--- Dataset entries ---
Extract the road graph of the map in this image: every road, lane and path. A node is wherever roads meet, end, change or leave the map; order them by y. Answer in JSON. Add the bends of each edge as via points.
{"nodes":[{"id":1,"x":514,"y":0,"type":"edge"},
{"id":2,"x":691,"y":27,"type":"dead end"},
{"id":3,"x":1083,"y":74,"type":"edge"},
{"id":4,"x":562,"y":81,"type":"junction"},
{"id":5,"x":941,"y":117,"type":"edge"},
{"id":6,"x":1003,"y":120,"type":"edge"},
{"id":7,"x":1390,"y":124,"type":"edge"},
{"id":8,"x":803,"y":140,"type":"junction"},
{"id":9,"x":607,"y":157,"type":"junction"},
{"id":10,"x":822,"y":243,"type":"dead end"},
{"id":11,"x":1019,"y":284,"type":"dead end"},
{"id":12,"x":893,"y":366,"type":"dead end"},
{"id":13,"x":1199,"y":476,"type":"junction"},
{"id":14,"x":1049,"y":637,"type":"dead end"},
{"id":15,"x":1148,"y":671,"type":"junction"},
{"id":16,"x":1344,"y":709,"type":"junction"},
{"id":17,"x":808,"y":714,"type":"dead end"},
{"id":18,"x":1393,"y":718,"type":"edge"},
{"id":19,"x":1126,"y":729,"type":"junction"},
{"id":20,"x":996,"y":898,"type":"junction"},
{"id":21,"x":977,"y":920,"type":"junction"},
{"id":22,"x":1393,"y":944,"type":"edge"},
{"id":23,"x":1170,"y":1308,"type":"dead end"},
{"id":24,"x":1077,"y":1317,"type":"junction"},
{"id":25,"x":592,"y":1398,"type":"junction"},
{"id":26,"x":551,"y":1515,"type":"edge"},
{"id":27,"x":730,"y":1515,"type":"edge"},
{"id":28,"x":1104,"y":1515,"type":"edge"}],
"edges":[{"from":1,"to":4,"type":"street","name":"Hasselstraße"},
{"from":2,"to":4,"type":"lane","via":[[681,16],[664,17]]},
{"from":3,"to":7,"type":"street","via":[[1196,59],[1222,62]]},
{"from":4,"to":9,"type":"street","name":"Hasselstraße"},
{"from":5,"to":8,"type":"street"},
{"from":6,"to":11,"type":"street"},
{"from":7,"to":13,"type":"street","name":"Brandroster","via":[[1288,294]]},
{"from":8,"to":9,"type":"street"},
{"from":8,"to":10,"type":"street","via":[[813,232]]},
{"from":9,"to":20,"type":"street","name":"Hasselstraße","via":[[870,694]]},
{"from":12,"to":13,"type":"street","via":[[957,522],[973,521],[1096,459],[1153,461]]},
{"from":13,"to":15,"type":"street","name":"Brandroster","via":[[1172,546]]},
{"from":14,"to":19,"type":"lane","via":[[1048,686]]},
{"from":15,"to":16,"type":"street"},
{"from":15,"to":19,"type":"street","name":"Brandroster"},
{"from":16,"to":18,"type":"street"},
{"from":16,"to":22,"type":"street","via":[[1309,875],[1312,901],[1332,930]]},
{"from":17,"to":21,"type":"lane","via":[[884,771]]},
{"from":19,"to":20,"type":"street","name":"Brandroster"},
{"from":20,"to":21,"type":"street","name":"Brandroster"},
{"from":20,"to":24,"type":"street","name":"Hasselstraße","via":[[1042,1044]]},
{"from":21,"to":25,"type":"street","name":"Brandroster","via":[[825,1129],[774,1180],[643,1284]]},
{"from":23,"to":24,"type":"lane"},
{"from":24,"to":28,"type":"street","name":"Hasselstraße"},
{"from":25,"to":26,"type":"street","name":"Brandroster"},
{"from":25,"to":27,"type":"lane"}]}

--- REQUIRED WORK ---
All of the lines above should be returned exactly as written.

--- ANSWER SECTION ---
Extract the road graph of the map in this image: every road, lane and path. A node is wherever roads meet, end, change or leave the map; order them by y. Answer in JSON. Add the bends of each edge as via points.
{"nodes":[{"id":1,"x":514,"y":0,"type":"edge"},
{"id":2,"x":691,"y":27,"type":"dead end"},
{"id":3,"x":1083,"y":74,"type":"edge"},
{"id":4,"x":562,"y":81,"type":"junction"},
{"id":5,"x":941,"y":117,"type":"edge"},
{"id":6,"x":1003,"y":120,"type":"edge"},
{"id":7,"x":1390,"y":124,"type":"edge"},
{"id":8,"x":803,"y":140,"type":"junction"},
{"id":9,"x":607,"y":157,"type":"junction"},
{"id":10,"x":822,"y":243,"type":"dead end"},
{"id":11,"x":1019,"y":284,"type":"dead end"},
{"id":12,"x":893,"y":366,"type":"dead end"},
{"id":13,"x":1199,"y":476,"type":"junction"},
{"id":14,"x":1049,"y":637,"type":"dead end"},
{"id":15,"x":1148,"y":671,"type":"junction"},
{"id":16,"x":1344,"y":709,"type":"junction"},
{"id":17,"x":808,"y":714,"type":"dead end"},
{"id":18,"x":1393,"y":718,"type":"edge"},
{"id":19,"x":1126,"y":729,"type":"junction"},
{"id":20,"x":996,"y":898,"type":"junction"},
{"id":21,"x":977,"y":920,"type":"junction"},
{"id":22,"x":1393,"y":944,"type":"edge"},
{"id":23,"x":1170,"y":1308,"type":"dead end"},
{"id":24,"x":1077,"y":1317,"type":"junction"},
{"id":25,"x":592,"y":1398,"type":"junction"},
{"id":26,"x":551,"y":1515,"type":"edge"},
{"id":27,"x":730,"y":1515,"type":"edge"},
{"id":28,"x":1104,"y":1515,"type":"edge"}],
"edges":[{"from":1,"to":4,"type":"street","name":"Hasselstraße"},
{"from":2,"to":4,"type":"lane","via":[[681,16],[664,17]]},
{"from":3,"to":7,"type":"street","via":[[1196,59],[1222,62]]},
{"from":4,"to":9,"type":"street","name":"Hasselstraße"},
{"from":5,"to":8,"type":"street"},
{"from":6,"to":11,"type":"street"},
{"from":7,"to":13,"type":"street","name":"Brandroster","via":[[1288,294]]},
{"from":8,"to":9,"type":"street"},
{"from":8,"to":10,"type":"street","via":[[813,232]]},
{"from":9,"to":20,"type":"street","name":"Hasselstraße","via":[[870,694]]},
{"from":12,"to":13,"type":"street","via":[[957,522],[973,521],[1096,459],[1153,461]]},
{"from":13,"to":15,"type":"street","name":"Brandroster","via":[[1172,546]]},
{"from":14,"to":19,"type":"lane","via":[[1048,686]]},
{"from":15,"to":16,"type":"street"},
{"from":15,"to":19,"type":"street","name":"Brandroster"},
{"from":16,"to":18,"type":"street"},
{"from":16,"to":22,"type":"street","via":[[1309,875],[1312,901],[1332,930]]},
{"from":17,"to":21,"type":"lane","via":[[884,771]]},
{"from":19,"to":20,"type":"street","name":"Brandroster"},
{"from":20,"to":21,"type":"street","name":"Brandroster"},
{"from":20,"to":24,"type":"street","name":"Hasselstraße","via":[[1042,1044]]},
{"from":21,"to":25,"type":"street","name":"Brandroster","via":[[825,1129],[774,1180],[643,1284]]},
{"from":23,"to":24,"type":"lane"},
{"from":24,"to":28,"type":"street","name":"Hasselstraße"},
{"from":25,"to":26,"type":"street","name":"Brandroster"},
{"from":25,"to":27,"type":"lane"}]}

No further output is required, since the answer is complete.